What you need to know

  • Ireland is joining the OECD's International Tax agreement.
  • It will mean a minimum rate of 15% for corporation tax for big companies.
  • That will impact Apple's operation in the country.

Ireland has this week committed to joining the OECD's International Tax agreement, increasing the amount of tax Apple will pay in the country.

In a press release this week the Irish Government stated:

The Minister for Finance, Paschal Donohoe, has today (Thursday) received Government approval to join an international agreement to reform the international tax rules to address the challenges arising from the digitalisation of the global economy.

There are two pillars to this agreement. Pillar 1 will see a reallocation of a proportion of profits to the jurisdiction of the consumer. Pillar 2 will see the adoption of a new global minimum effective tax rate applying to multinationals with global revenues in excess of €750m

The government says it has agreed with the OECD to fix the rate as a precise 15% rather than a proposed minimum effective rate of "at least 15%". The move will affect 56 Irish multinationals including Apple, however, the rules won't come into effect until at least 2023.
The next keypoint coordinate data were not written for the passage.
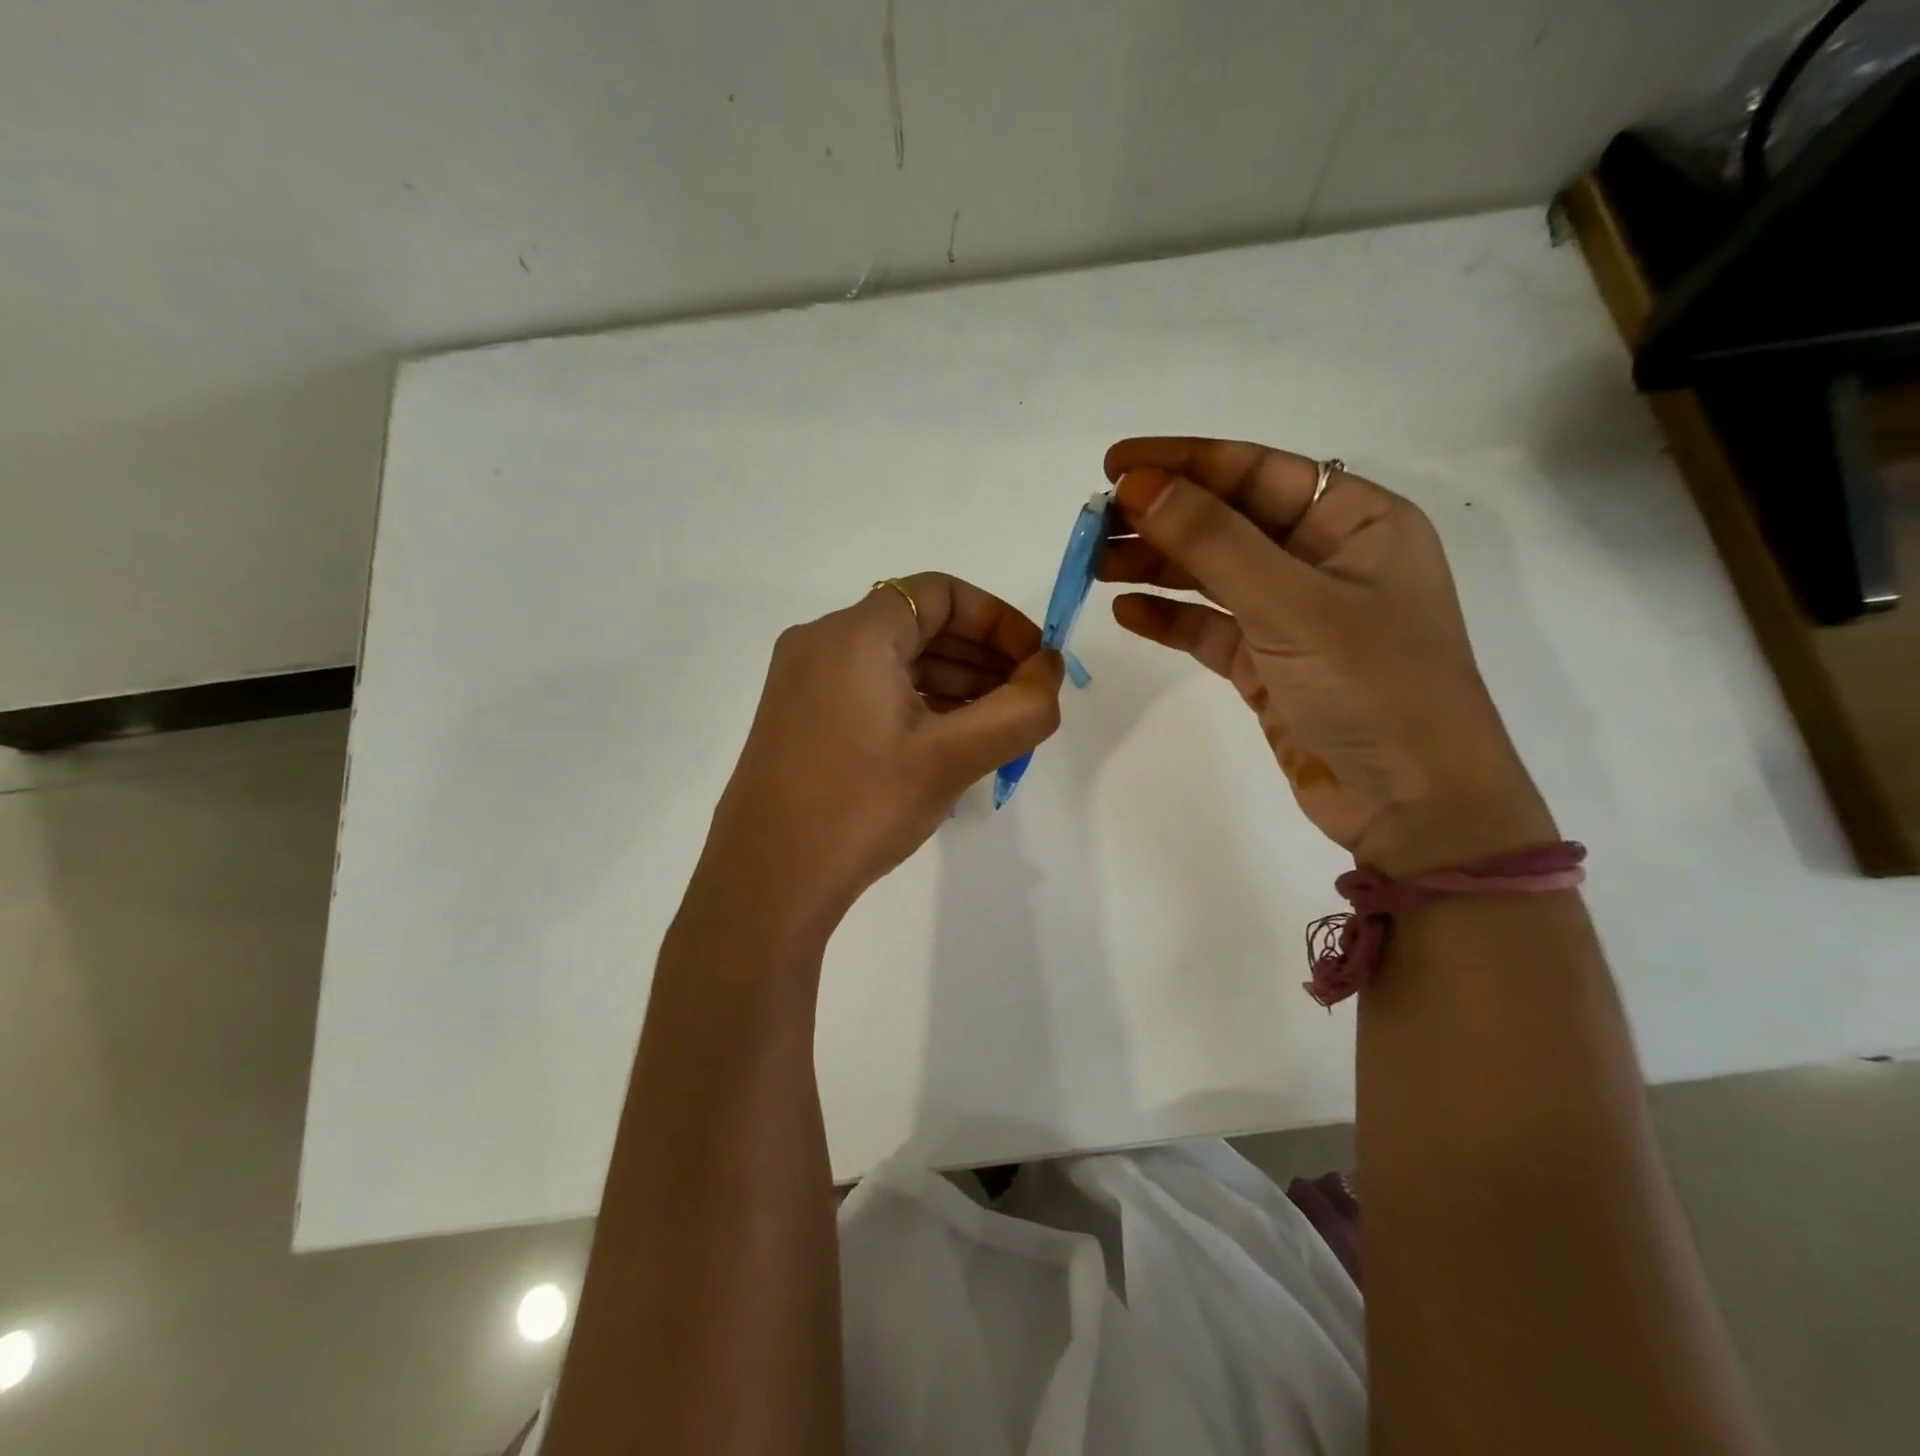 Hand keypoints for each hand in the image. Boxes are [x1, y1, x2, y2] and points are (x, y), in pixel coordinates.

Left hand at [694, 573, 1064, 937]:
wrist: (766, 882)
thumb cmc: (861, 806)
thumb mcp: (952, 758)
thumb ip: (1019, 709)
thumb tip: (1050, 669)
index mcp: (853, 633)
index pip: (940, 594)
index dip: (999, 620)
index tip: (1036, 662)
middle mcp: (821, 643)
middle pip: (918, 625)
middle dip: (982, 656)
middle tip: (1026, 699)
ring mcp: (803, 682)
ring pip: (895, 661)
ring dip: (953, 683)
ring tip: (998, 725)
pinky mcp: (799, 719)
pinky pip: (870, 690)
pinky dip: (917, 704)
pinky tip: (950, 742)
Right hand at [1099, 437, 1553, 875]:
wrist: (1413, 806)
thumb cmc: (1374, 688)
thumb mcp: (1292, 605)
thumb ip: (1213, 542)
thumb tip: (1139, 486)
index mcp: (1356, 521)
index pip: (1256, 472)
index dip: (1183, 463)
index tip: (1114, 466)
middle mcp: (1325, 559)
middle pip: (1228, 521)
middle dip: (1161, 519)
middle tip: (1093, 524)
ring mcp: (1296, 615)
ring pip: (1213, 574)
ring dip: (1156, 566)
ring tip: (1094, 565)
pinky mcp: (1270, 664)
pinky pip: (1211, 628)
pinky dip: (1170, 618)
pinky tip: (1127, 612)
In a statement, Minister Donohoe said: "Joining this agreement is an important decision for the next stage of Ireland's industrial policy - a decision that will ensure that Ireland is part of the solution in respect to the future international tax framework. It is a sensible and pragmatic decision made by Government in Ireland's interests and ultimately a decision which will provide the conditions to provide long term certainty for business and investors to the benefit of the many thousands of employees across Ireland."

In 2020 Apple's pre-tax profits in Cork were $33.8 billion, falling by 19% thanks to a bit increase in R&D spending. The company employes 6,000 people in Cork and has operated there for over 40 years.